I set out this summer with the goal of learning how to build a website. Like most people, I’ve always relied on web developers to do this for me, but that gets expensive and frustrating when I had to wait for their schedule to open up. Not to mention, they resent little changes. My first instinct was to find an online class, but I’m really more of a hands-on learner. So I took a whack at creating a site for my dragon boating blog.

I’ve been posting updates or blogs to websites for years for myself and various clients. That involves going in and changing specific blocks of text using a platform like WordPress. I couldn’t, say, change the color of a page, or modify the size of a column or add photos.

As WordPress has evolved, it turned out that building a site from scratch wasn’t that hard. And the dragon boat blog site was simple. No e-commerce function, only one form for subscriptions and no widgets. I had it up in less than a day. And it’s damn attractive, if I say so myself.

Feeling empowered, I dug into my KMA & Company site. I wasn’t going to change any code, just look at it. There have been a few parts of the design that I didn’t love, but my developer hates to be pestered with these small nits, so I tend to live with them.

It turned out it is obvious in WordPress how to make those little changes. So I went for it. The feature images on the blog index page are still a bit too large, but all in all a big improvement to my eyes.

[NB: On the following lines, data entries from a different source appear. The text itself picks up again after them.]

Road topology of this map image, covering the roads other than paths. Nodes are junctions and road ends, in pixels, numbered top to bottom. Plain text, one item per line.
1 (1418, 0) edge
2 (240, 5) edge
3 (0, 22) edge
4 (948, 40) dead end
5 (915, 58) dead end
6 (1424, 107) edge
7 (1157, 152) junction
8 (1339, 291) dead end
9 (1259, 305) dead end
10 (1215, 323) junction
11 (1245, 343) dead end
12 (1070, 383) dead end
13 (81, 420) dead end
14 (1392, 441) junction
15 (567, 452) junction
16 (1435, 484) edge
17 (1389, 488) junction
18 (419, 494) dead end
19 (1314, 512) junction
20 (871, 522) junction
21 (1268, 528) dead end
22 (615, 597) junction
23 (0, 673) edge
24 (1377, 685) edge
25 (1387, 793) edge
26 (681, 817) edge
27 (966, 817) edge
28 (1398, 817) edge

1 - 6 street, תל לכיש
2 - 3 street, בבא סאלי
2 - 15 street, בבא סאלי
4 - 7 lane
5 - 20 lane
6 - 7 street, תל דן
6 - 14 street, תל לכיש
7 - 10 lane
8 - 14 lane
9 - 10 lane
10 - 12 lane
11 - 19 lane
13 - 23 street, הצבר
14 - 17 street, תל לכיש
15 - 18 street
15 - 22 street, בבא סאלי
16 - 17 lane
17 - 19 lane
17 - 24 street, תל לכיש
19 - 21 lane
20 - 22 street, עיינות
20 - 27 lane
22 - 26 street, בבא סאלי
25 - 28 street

After crowing about my success on FaceBook, my dragon boat team asked if I could help update their team site. It had been built by a web-savvy team member who had since moved to the East Coast. That proved more of a challenge because she was much more sophisticated than I am and had used some fancy widgets. It didn’t help that no one of the team could find the administrator’s credentials. But over the course of a few months we sorted that out and now the site is no longer stuck in 2015.

My point is that it’s good to have some basic technical skills related to your profession. And if the technologies that support your profession evolve, then you should evolve with them. Back in my early career, I learned how to cut and paste copy (the real way, using hot wax) and cut a separation using Rubylith. I worked on an early version of PageMaker with two designers in a garage in Concord; I’ve done video edits on a dedicated console as well as online; and I’ve typed copy directly into a teleprompter. All skills that came in handy over the years when a designer took ill or a late night crisis emerged.

Not that I’m going to make a career out of creating websites, but knowing I can, frees me of the perceived tyranny of the web developers and web masters. As they said on Seinfeld, I am the master of my own domain.